For example, gulp-less says it doesn't even support the sourceMapFilename option. I don't want my source map embedded in my CSS file. Am I hooped? Should I just go back to using Grunt, or is there a way to deal with this?
This task will take multiple files, do stuff to them, and output them along with source maps.
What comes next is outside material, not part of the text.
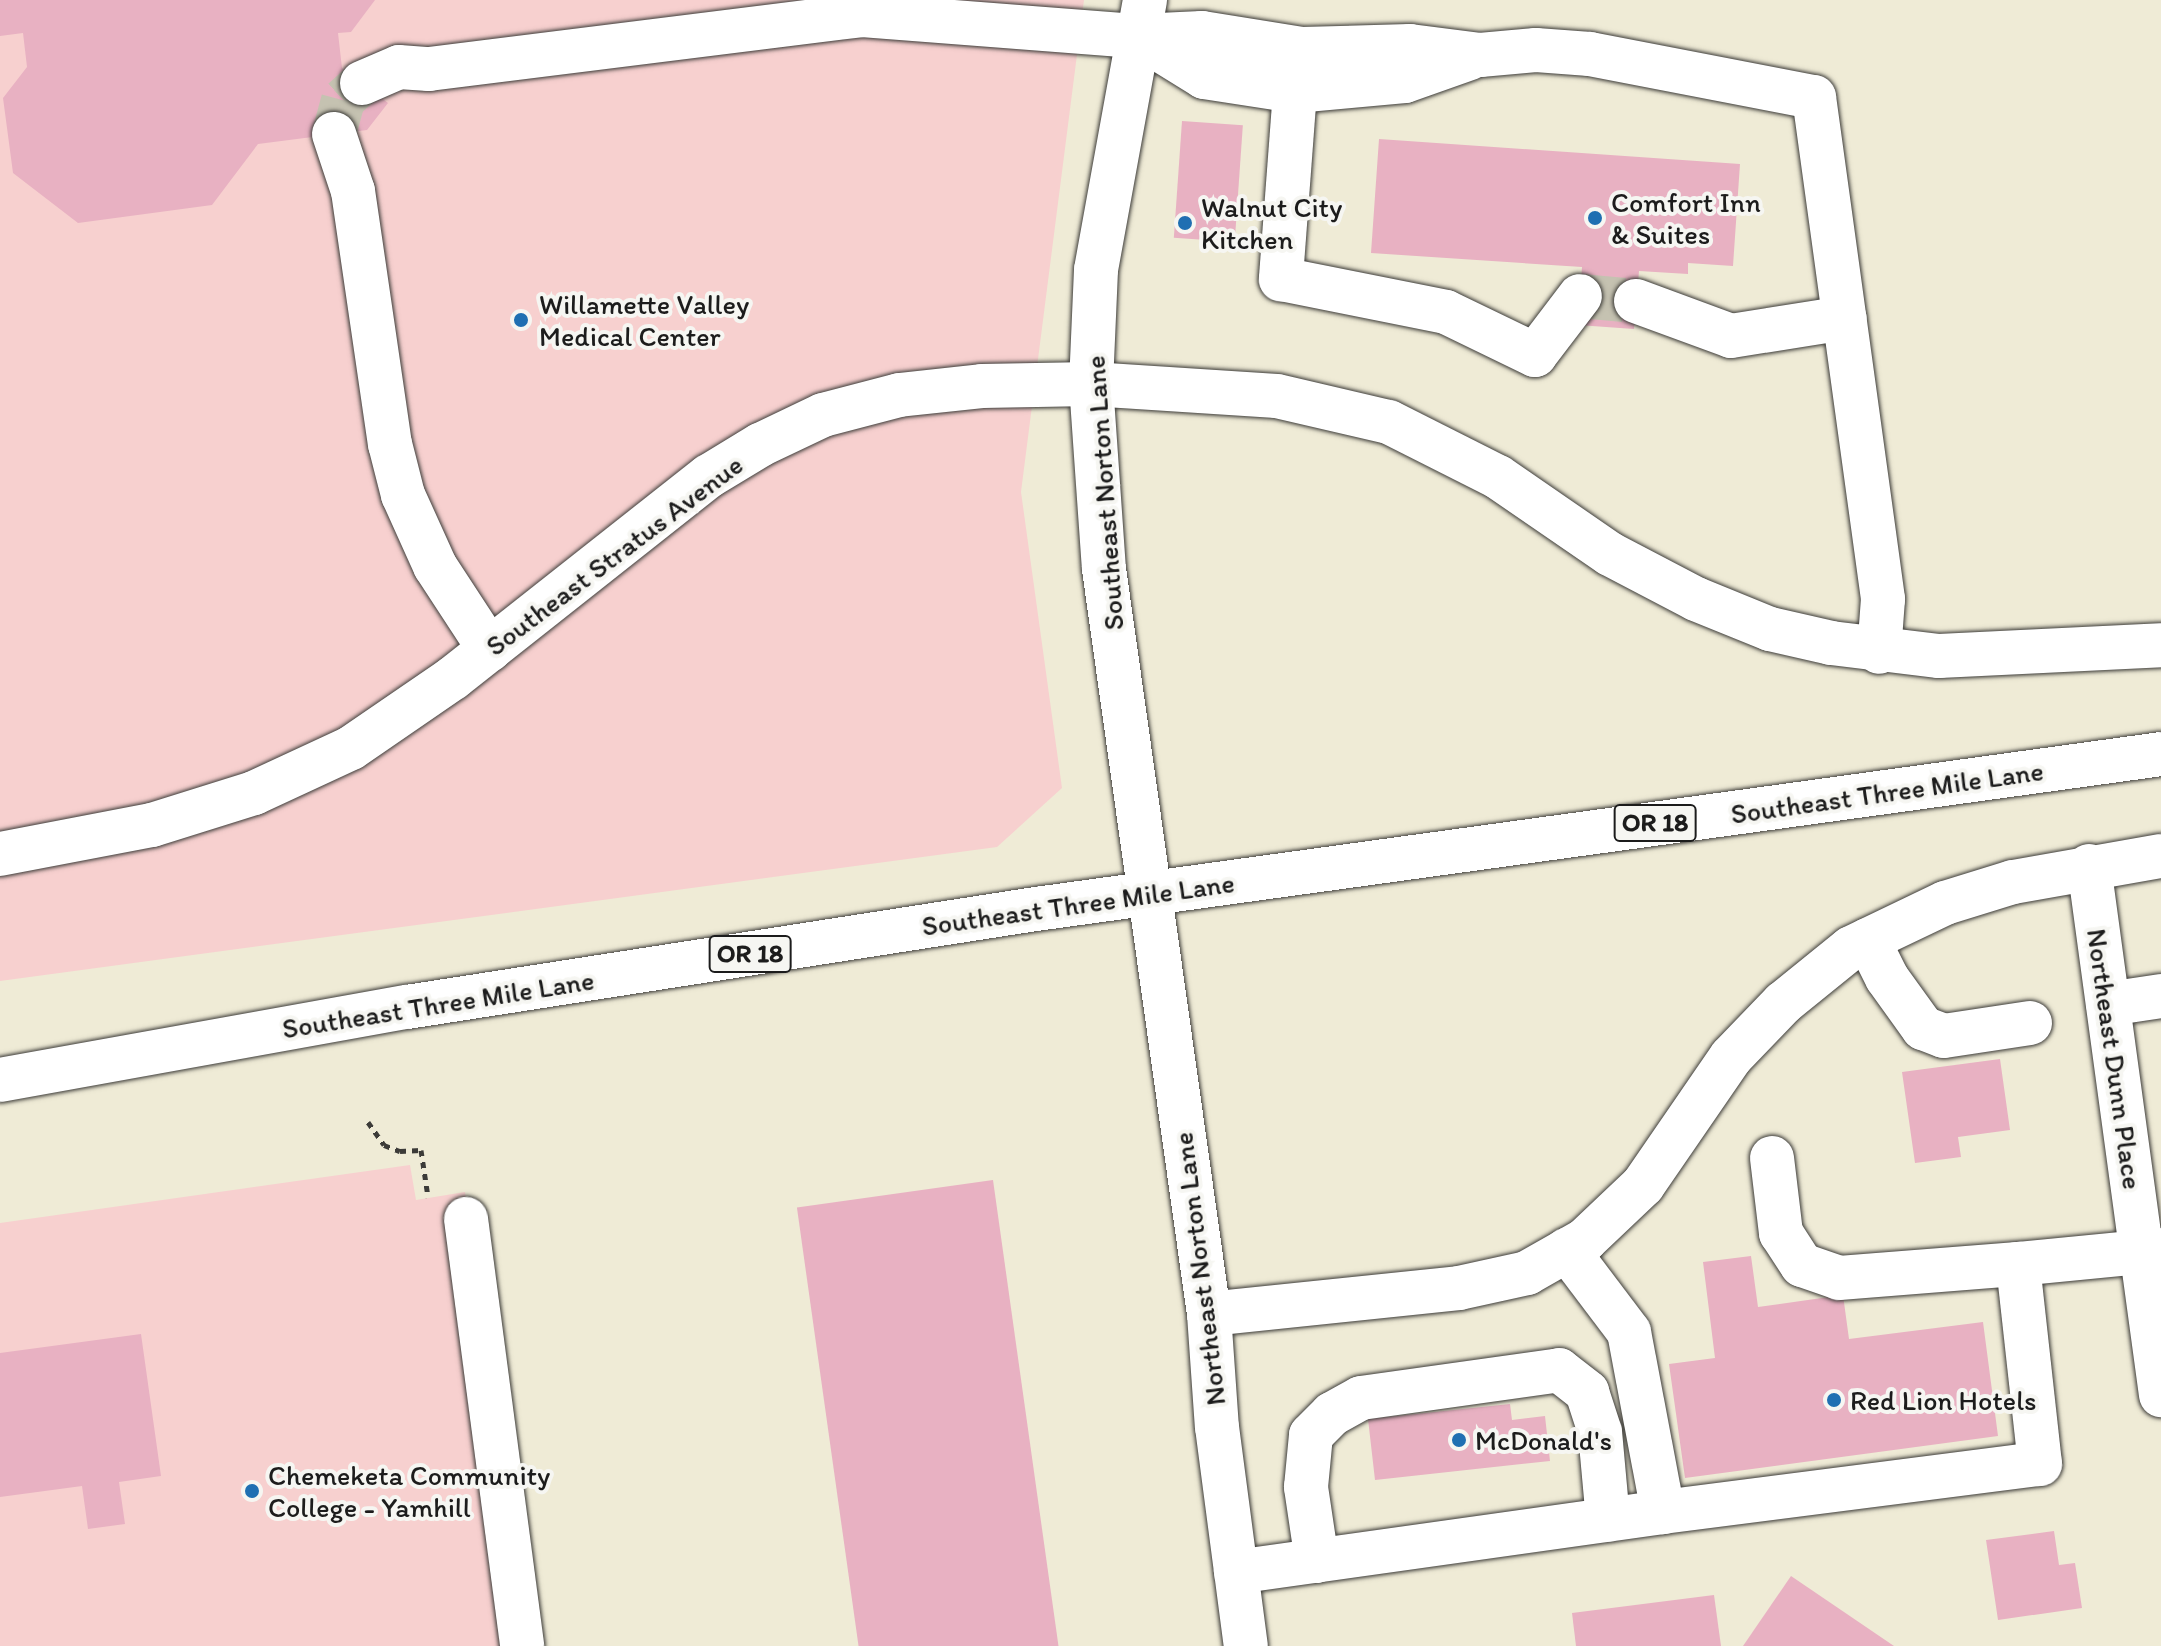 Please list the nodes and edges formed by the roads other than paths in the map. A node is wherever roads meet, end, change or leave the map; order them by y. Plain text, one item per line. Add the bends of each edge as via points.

It will include the source code within the maps files by default, so you don't have to distribute the source code files too. This can be turned off by setting the includeContent option to false. See the gulp-sourcemaps NPM page for more source map options.
gulpfile.js:
var gulp = require("gulp");
var plugins = require("gulp-load-plugins")();
gulp.task("test-multiple", function() {
return gulp.src("src/*.scss")
.pipe(plugins.sourcemaps.init())
.pipe(plugins.sass())
.pipe(plugins.autoprefixer())
.pipe(plugins.sourcemaps.write("./"))
.pipe(gulp.dest("result"));
});
package.json
"gulp": "~3.8.6",
"gulp-load-plugins": "~0.5.3",
"gulp-sass": "~0.7.2",
"gulp-autoprefixer": "~0.0.8",
"gulp-sourcemaps": "~1.1.0"
The src directory:
first.scss
second.scss
The result directory after running the test-multiple task:
first.css
first.css.map // includes first.scss
second.css
second.css.map // includes second.scss
Gulp supports multiple output files fine. Please read the docs.
Example:
gulp.task('scripts', function () {
return gulp.src('app/*js')
.pipe(uglify())
.pipe(gulp.dest('dist'));
});
This will read in a bunch of JS files, minify them and output them to the dist folder.
As for the gulp-less issue. You could comment on the relevant ticket.
In the docs it shows you how to have multiple output files:
gulp.src('./client/templates/*.jade')
.pipe(jade())
.pipe(gulp.dest('./build/templates'))
.pipe(minify())`
.pipe(gulp.dest('./build/minified_templates'));